Trata-se de problema que persegue a Unasul desde o nascimento e
ao qual ela tem dado respostas desapontadoras.
O "animus laedendi" entre a Venezuela e a Colômbia já estava exacerbado quando a cúpula de chefes
de Estado em Brasília aprovou o
Tratado Constitutivo da nova entidade em 23 de maio de 2008.
Definida como "um espaço de integração e união", a Unasul ganhou personalidade jurídica internacional tardiamente. No dia 1º de
março, as Forças Armadas da Colômbia bombardearam um acampamento das Farc no Equador, matando Raúl Reyes, o ex-número
dois da guerrilha colombiana e pelo menos outros dez guerrilheiros.
A primeira reação veio não da
Unasul, mas dos países da Alternativa Bolivariana para as Américas
(Alba).
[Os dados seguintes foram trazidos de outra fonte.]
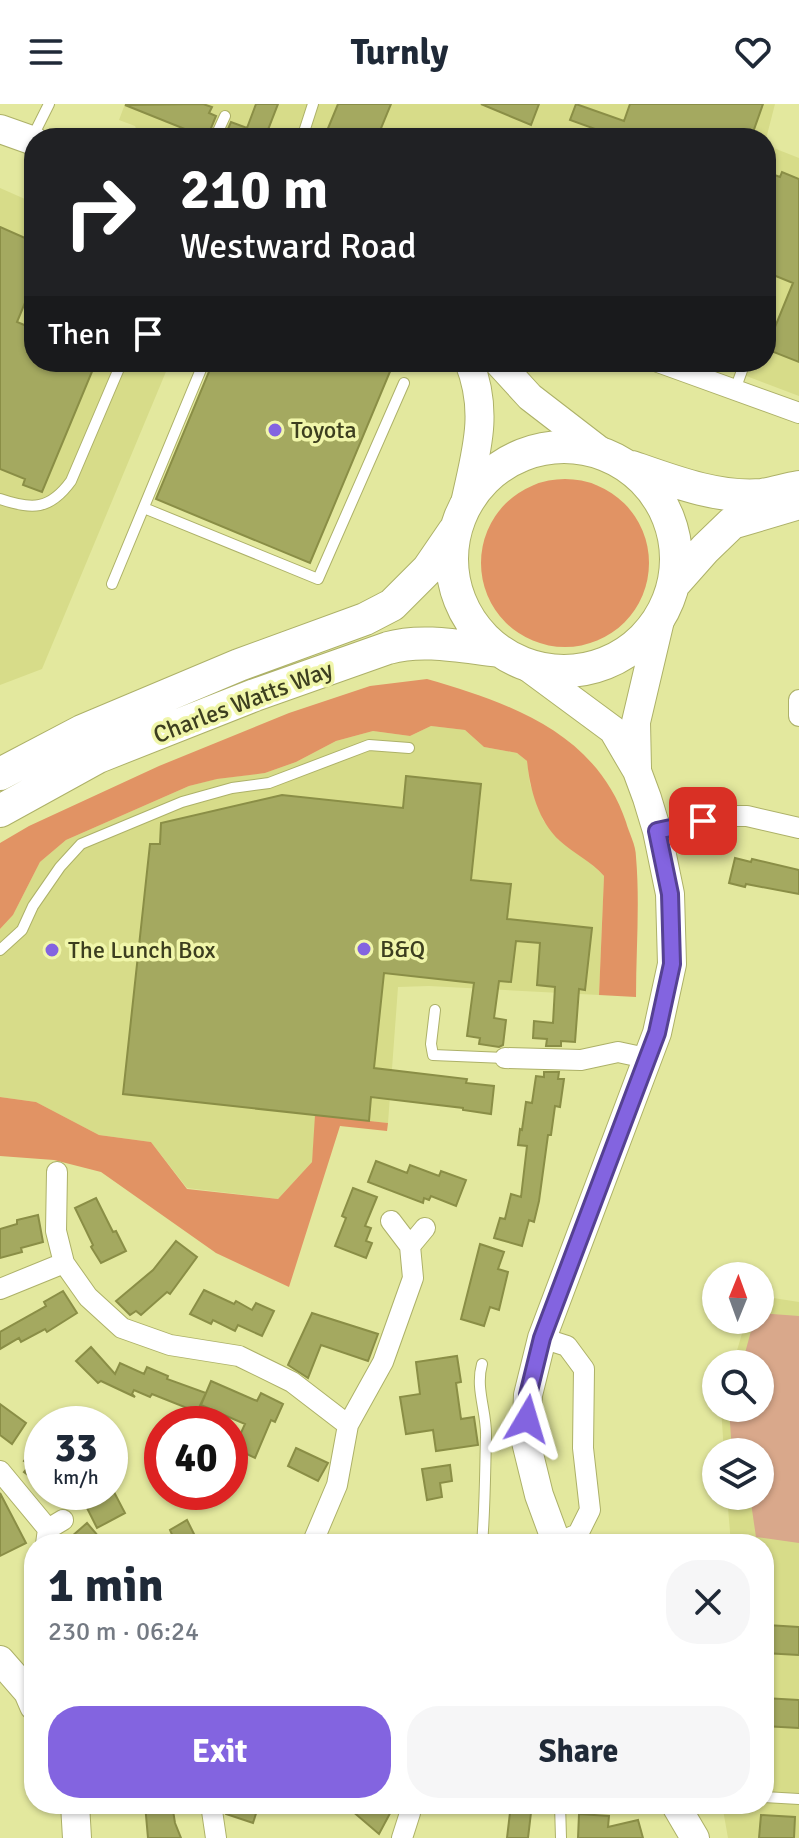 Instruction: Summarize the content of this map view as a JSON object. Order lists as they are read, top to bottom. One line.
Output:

O objetivo era isolar a Colômbia e caracterizá-la como um
país agressor.
Embora a Colômbia tivesse violado o território do Equador, e não o
da Venezuela, o presidente Hugo
Chávez ordenou o deslocamento de
tropas para a fronteira e rompeu relações com o governo do presidente
Álvaro Uribe, antes mesmo de o
presidente do Equador, Rafael
Corrrea, expulsar o embaixador da
Colômbia em Quito.
Quem desarmou uma crise diplomática que poderia tomar rumos
belicosos foi a velha e desacreditada Organização dos Estados Americanos (OEA), a quem o presidente
Correa solicitou apoio.
Reunida em tempo habilíssimo,
a OEA condenou a Colômbia pela
violação da soberania territorial do
Equador, mas sem lhe atribuir a
condição de país agressor.
A segunda vez que a Unasul foi
chamada a se pronunciar sobre as
relações entre os dois países foi na
cúpula de Bariloche, em 28 de agosto de 2009. O prato de resistência
foi a renovação do acordo militar
entre a Colômbia e os Estados Unidos, concedendo a militares norte-americanos o acesso a bases colombianas para apoiar o combate ao
narcotráfico e ao terrorismo.
Para impedir que a reunião terminasse em retumbante fracasso,
prevaleceu a decisão de respeitar a
soberania colombiana de permitir o
uso de suas bases.
Em represália, Chávez suspendeu os laços comerciais com a Colômbia, com resultados desastrosos para comércio bilateral.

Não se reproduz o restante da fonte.